Bottlemania by Elizabeth Royte
Author:Elizabeth Royte
Language: eng
Format: mobi, epub
Tags: Non-fiction
ISBN: 9781596913721
Publisher: Bloomsbury
Published: 2008-01-02T00:00:00+00:00
A lot can go wrong with your home’s plumbing, but even more goes wrong in the streets. Every year, according to the American Water Works Association, between 250,000 and 300,000 water mains break. Sometimes freezing and cracking damages pipes, sometimes construction workers are to blame. Ruptured pipes send geysers of filth into the sky, white water runs down the streets, and taps go dry. Any time a pipe breaks, pressure drops, and water managers contemplate the possibility of contaminants leaking into the system. Flooding, too, can swamp and contaminate water systems. Toward the end of 2006, severe storms stirred up so much sediment in Vancouver reservoirs that the city went on boil-water alert for more than a week. Fights broke out in stores over bottled water, Starbucks stopped serving drinks made with water, and hotels added more chlorine to their laundry to counteract the effects of silt as staff made the rounds of unoccupied rooms, flushing toilets to keep out brown water. Reaction to the inconvenience filled column after column in local newspapers. (Meanwhile, it’s big news in the developing world if you can open your tap and drink from it.)
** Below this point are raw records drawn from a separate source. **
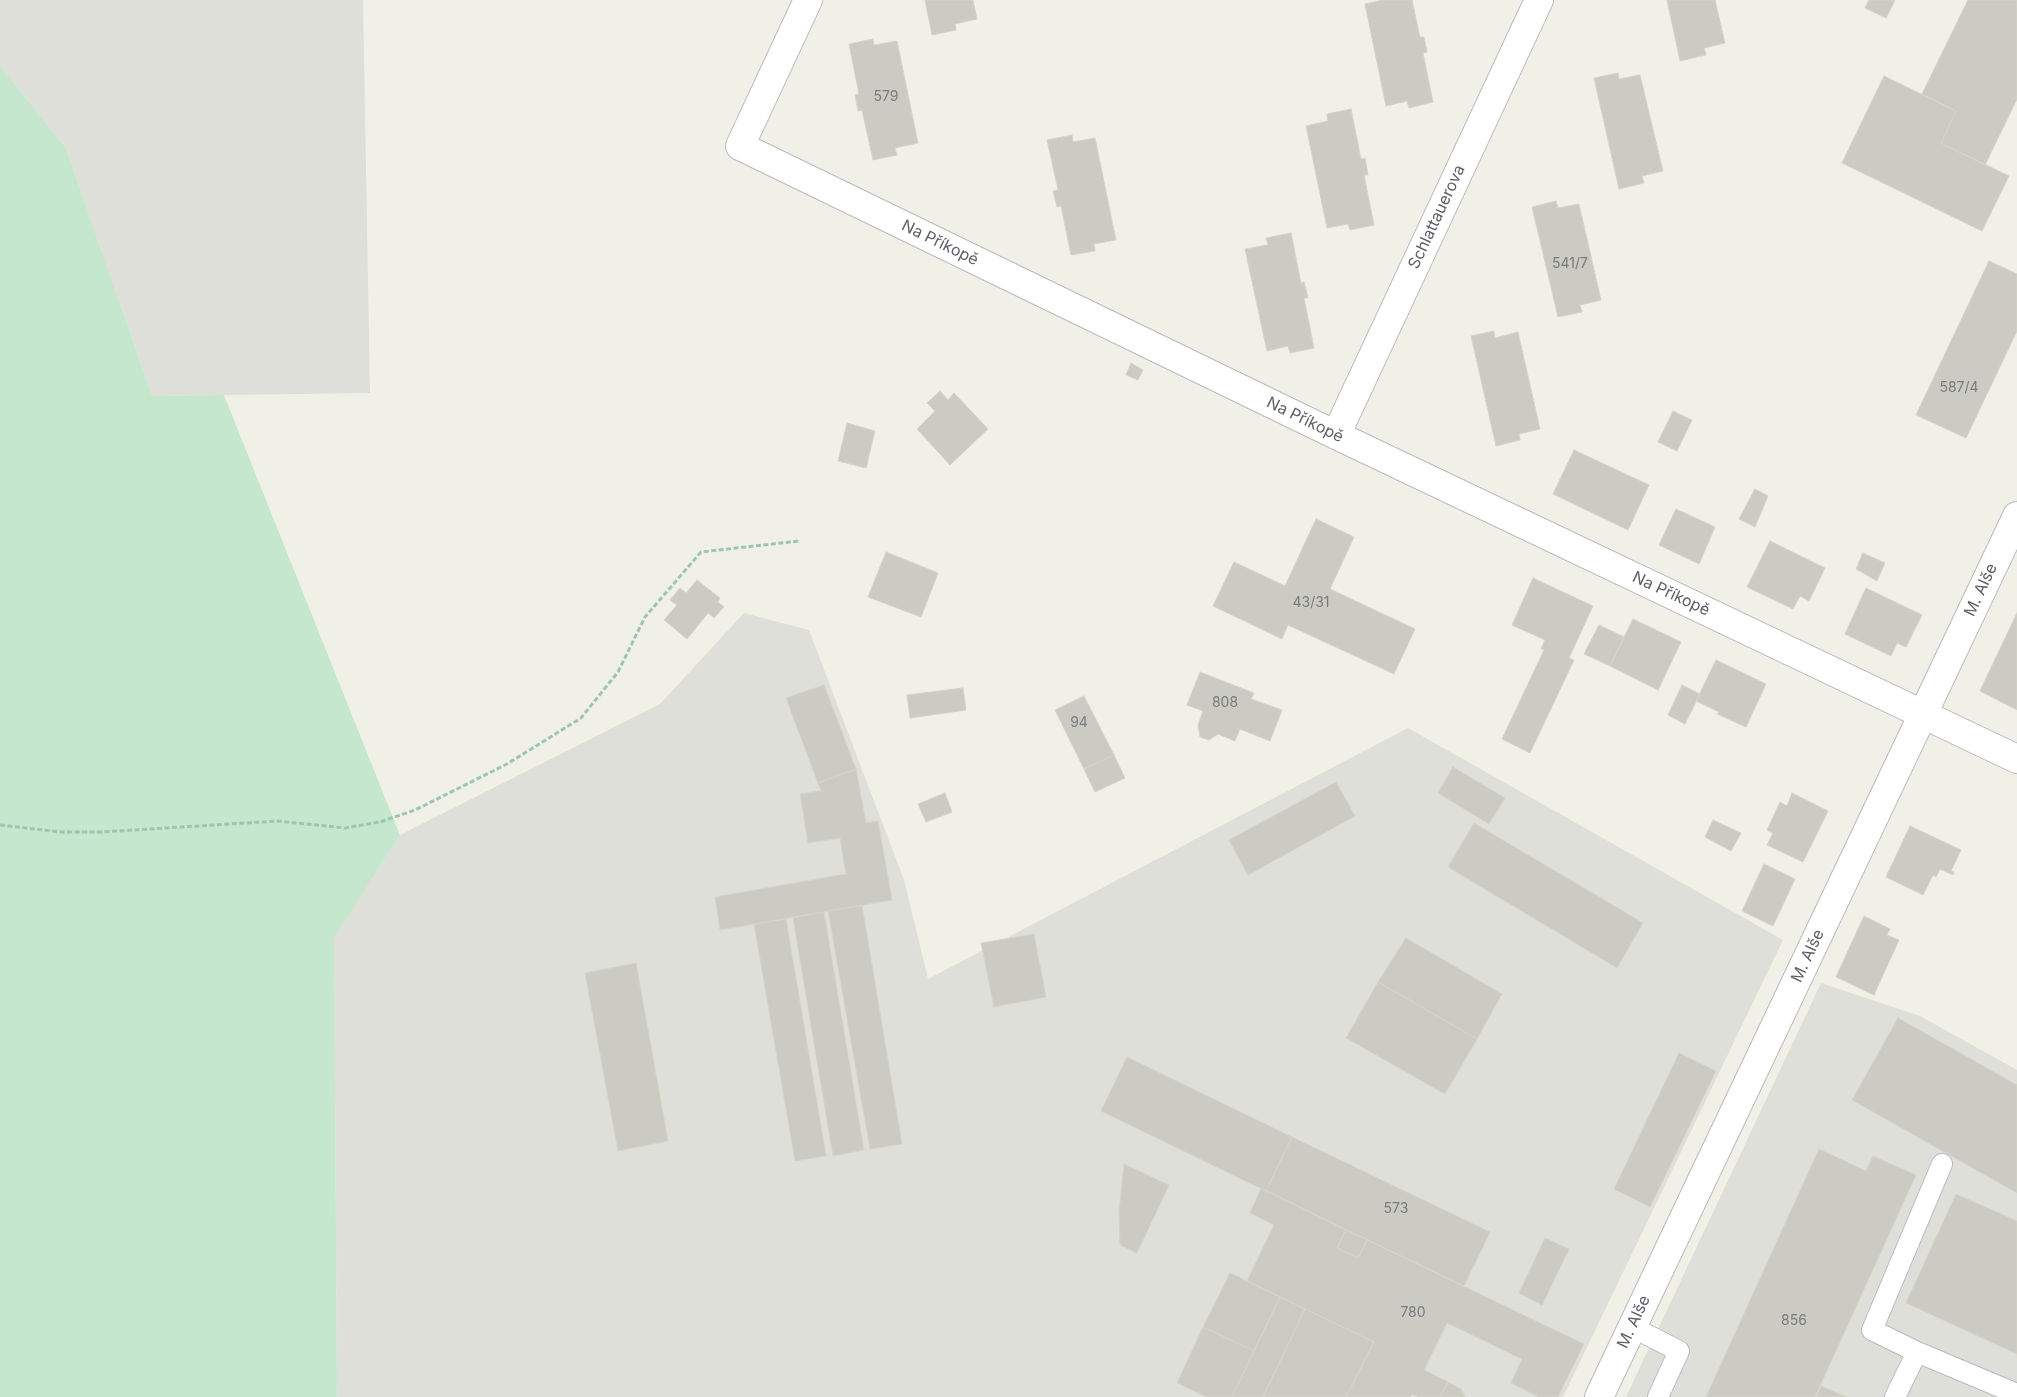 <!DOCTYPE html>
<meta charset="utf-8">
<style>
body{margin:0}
canvas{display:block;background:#f0f0e7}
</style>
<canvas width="2017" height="1397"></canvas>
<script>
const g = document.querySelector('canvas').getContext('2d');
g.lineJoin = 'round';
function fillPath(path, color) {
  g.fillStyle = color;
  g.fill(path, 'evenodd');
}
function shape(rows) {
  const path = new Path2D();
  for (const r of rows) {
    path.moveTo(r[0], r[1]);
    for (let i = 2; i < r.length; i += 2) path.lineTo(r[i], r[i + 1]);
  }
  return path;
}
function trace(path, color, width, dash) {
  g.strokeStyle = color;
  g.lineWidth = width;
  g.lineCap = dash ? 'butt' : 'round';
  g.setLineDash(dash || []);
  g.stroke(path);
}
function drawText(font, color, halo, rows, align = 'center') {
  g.font = font + ' Inter,sans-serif';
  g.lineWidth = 4.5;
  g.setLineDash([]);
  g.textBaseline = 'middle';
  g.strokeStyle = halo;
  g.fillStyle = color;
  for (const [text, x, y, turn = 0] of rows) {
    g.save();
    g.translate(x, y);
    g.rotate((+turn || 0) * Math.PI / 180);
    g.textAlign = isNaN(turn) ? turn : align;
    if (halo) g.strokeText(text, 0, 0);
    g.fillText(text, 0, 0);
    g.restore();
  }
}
const industrial = shape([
 [0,0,363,0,370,393,152,396,66,148,0,66],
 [744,613,809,630,904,880,928,979,1408,728,1783,940,1563,1397,337,1397,334,936,400,835,660,704],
 [1821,983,1920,1016,2017,1070,2017,1397,1626,1397]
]);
const green = shape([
 [0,66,66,148,152,396,224,395,400,835,334,937,337,1397,0,1397]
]);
const building = shape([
 [925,0,973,0,977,19,955,24,956,30,932,35,925,0],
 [1383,0,1412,0,1420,37,1424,37,1427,52,1423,53,1433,102,1409,108,1407,101,1386,106,1365,4,1383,0],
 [1667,0,1715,0,1725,43,1704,48,1706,55,1680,61,1667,0],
 [1869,0,1895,0,1886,18,1865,8,1869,0],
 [1968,0,2017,0,2017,99,1985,165,1941,143,1956,111,1922,94,1968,0],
 [873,39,874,45,897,41,918,143,895,148,897,155,873,160,862,110,858,111,855,95,859,94,849,44,873,39],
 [1618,73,1619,79,1640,75,1663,171,1642,176,1644,183,1619,189,1594,78,1618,73],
 [1884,76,1956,111,1941,143,2009,176,1982,231,1842,163,1884,76],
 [1351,109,1361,159,1365,158,1368,175,1364,175,1374,225,1350,230,1348,224,1327,228,1306,126,1328,121,1327,114,1351,109],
 [1072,135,1073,142,1095,138,1116,240,1094,244,1095,251,1071,255,1061,206,1057,207,1053,191,1058,190,1047,140,1072,135],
 [1556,201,1558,208,1579,204,1601,300,1580,305,1582,312,1558,317,1532,207,1556,201],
 [1291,233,1301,283,1304,282,1308,298,1304,298,1314,348,1290,353,1288,346,1267,351,1245,249,1268,245,1266,238,1291,233],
 [1989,261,2017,274,2017,331,1966,438,1916,415,1989,261],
 [1494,331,1495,338,1518,332,1540,429,1519,434,1520,440,1496,446,1471,336,1494,331],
 [1131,363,1143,370,1138,380,1126,375,1131,363],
 [940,391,948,400,954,393,988,429,950,465,917,429,935,411,927,403,940,391],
 [1673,411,1692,420,1677,451,1658,442,1673,411],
 [847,423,875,431,866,468,838,461,847,423],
 [1574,450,1649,485,1628,530,1553,494,1574,450],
 [1755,489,1768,496,1755,527,1739,519,1755,489],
 [1676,509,1715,527,1699,564,1659,545,1676,509],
 [1316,519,1354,537,1330,589,1415,629,1394,674,1288,625,1282,639,1213,606,1234,562,1285,586,1316,519],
 [1770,541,1825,568,1809,601,1800,596,1793,609,1747,587,1770,541],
 [886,552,938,573,921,617,868,597,886,552],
 [1863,553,1885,563,1877,581,1856,569,1863,553],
 [1533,578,1593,606,1569,658,1574,660,1530,753,1502,739,1544,650,1541,649,1545,640,1512,625,1533,578],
 [697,580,720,598,718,602,724,607,714,618,708,613,687,639,664,620,677,605,670,600,680,588,686,593,697,580],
 [1866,588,1922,615,1906,647,1897,643,1891,656,1845,634,1866,588],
 [2017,613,2017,710,1980,691,2017,613],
 [1633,619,1681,642,1658,690,1610,666,1633,619],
 [1599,625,1624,637,1610,666,1584,654,1599,625],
 [1716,660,1766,684,1746,727,1717,714,1719,712,1696,701,1716,660],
 [1200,672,1254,693,1251,699,1282,710,1270,741,1240,729,1235,741,1218,734,1209,740,1200,737,1198,725,1203,711,1187,705,1200,672],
 [824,685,856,769,818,783,786,698,824,685],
 [1682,685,1700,694,1685,724,1668,715,1682,685],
 [963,688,966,710,910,718,907,695,963,688],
 [1084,696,1114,755,1084,769,1055,710,1084,696],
 [1114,755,1125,778,1095,792,1084,769,1114,755],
 [1453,767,1505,798,1489,824,1438,793,1453,767],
 [856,769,866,823,878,821,892,900,720,930,715,897,846,874,840,838,808,843,800,794,821,791,818,783,856,769],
 [1336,782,1355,816,1248,875,1229,840,1336,782],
 [945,793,952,812,926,822,918,804,945,793],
 [1792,793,1828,811,1803,862,1767,845,1773,833,1767,830,1780,802,1787,806,1792,793],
 [1713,820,1741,833,1731,851,1705,837,1713,820],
 [1474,823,1643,923,1617,968,1448,867,1474,823],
 [1910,826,1961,850,1951,871,1954,872,1953,875,1940,869,1936,877,1933,875,1923,895,1886,877,1910,826],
 [1764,864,1795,879,1773,926,1742,911,1764,864],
 [862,905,902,1144,870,1149,828,911,862,905],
 [824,912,864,1150,833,1156,793,918,824,912],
 [1864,916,1890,929,1887,935,1899,940,1874,995,1836,977,1864,916],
 [786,919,826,1156,795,1161,754,924,786,919],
 [1034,934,1046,997,994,1007,981,943,1034,934],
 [1406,938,1502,994,1477,1039,1378,982,1406,938],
 [636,963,668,1141,618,1151,585,973,636,963],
 [1378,982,1477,1039,1445,1094,1346,1038,1378,982],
 [1898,1018,2017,1085,2017,1193,1852,1100,1898,1018],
 [1679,1053,1716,1071,1650,1207,1614,1189,1679,1053],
 [1127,1057,1292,1137,1266,1191,1101,1111,1127,1057],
 [1292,1137,1490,1232,1464,1286,1266,1191,1292,1137],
 [1819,1149,1866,1171,1873,1156,1916,1175,1815,1397,1706,1397,1819,1149],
 [1124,1164,1169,1185,1137,1253,1120,1245,1119,1211,1124,1164],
 [1261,1188,1346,1230,1337,1248,1358,1258,1367,1240,1584,1344,1558,1397,1539,1397,1511,1383,1522,1359,1447,1323,1424,1370,1448,1382,1440,1397,1419,1397,1412,1394,1410,1397,1346,1397,1374,1342,1247,1281,1274,1225,1250,1213,1261,1188],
 [1956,1194,2017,1221,2017,1354,1906,1303,1956,1194],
 [1346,1230,1367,1240,1358,1258,1337,1248,1346,1230],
 [1545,1238,1569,1249,1542,1305,1519,1293,1545,1238],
 [1230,1273,1280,1297,1254,1351,1203,1327,1230,1273],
 [1280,1297,1305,1309,1263,1397,1232,1397,1280,1297],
 [1305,1309,1374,1342,1346,1397,1263,1397,1305,1309],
 [1203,1327,1254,1351,1232,1397,1207,1397,1177,1383,1203,1327],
 [1448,1382,1461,1389,1465,1397,1440,1397,1448,1382],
 [1821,1386,1847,1397,1816,1397,1821,1386]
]);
const path = shape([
 [0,825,61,832,102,832,277,821,345,828,380,822,415,810,507,764,581,718,618,672,645,617,701,552,799,541]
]);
const lane = shape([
 [1632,1327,1679,1351,1658,1397],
 [1917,1352,2017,1394],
 [1895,1397,1917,1352,1872,1330,1942,1164]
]);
const street = shape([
 [808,0,740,146,1336,435,2017,759],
 [1336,435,1539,0],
 [1599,1397,2017,516]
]);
const numberNames = [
 ["579",886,97],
 ["541/7",1570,264],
 ["587/4",1959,388],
 ["43/31",1311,603],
 ["808",1225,703],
 ["94",1079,723],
 ["573",1396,1209],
 ["780",1413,1313],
 ["856",1794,1321]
];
const streetNames = [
 ["Schlattauerova",1437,217,-65],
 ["Na Příkopě",940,243,26],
 ["Na Příkopě",1305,420,26],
 ["M. Alše",1981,590,-65],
 ["Na Příkopě",1671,594,25],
 ["M. Alše",1808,956,-65],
 ["M. Alše",1634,1322,-65]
];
fillPath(industrial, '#dfdfd9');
fillPath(green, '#c4e7cd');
fillPath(building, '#cbcbc3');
trace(building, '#d5d4c5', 1);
trace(lane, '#b9bac0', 22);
trace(street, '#b9bac0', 30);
trace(path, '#9cc6b3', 3, [5, 2.5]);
trace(lane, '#fff', 20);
trace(street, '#fff', 28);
drawText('14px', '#797b7e', null, numberNames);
drawText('16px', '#5e6067', '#fff', streetNames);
</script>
Even more dramatic are giant sinkholes, which open to swallow repair trucks, innocent civilians, and homes. The problems are especially severe in the Northeast and in older industrial cities, which rely on cast-iron mains installed in the early 1900s. Global warming is expected to bring more of these record-busting, pipe-bursting storms to wet regions of the world. (And perversely withhold rainfall in drier regions.)
Unless cities invest more to repair and replace their water and sewer systems, the EPA warns, nearly half of them will, by 2020, be in poor, very poor, or “life elapsed” status. The bill to take care of the drinking-water part, to hell with the sewers, will run $390 billion, according to the American Society of Civil Engineers.
Where will this money come from? Federal funds for drinking water and wastewater treatment are at their lowest level in a decade. Between 2001 and 2006, allocations declined from $1.3 billion to less than $900 million. “The Bush administration wants to phase out the state revolving fund for water,” Nancy Stoner, director of the Natural Resources Defense Council’s Clean Water Project, says. “They think it’s a state and local issue.” In 2003, the EPA estimated it would take nearly $277 billion to keep the nation’s water-distribution systems up to par over the following twenty years.
In the feds’ view, local utilities aren’t charging enough for water. The government has a point: of all the developed nations, the United States pays the lowest tap-water rates, an average of $2.50 per thousand gallons. Sure, the rain and snow fall for free, but storing, treating, and distributing it aren’t cheap, as just demonstrated. While some suggest a tax on bottled water or toilet paper (two cents a roll was the proposed rate in Florida), or the development of a trust fund supported by water polluters and industries that rely on clean water, the administration pins its hopes on “full cost pricing.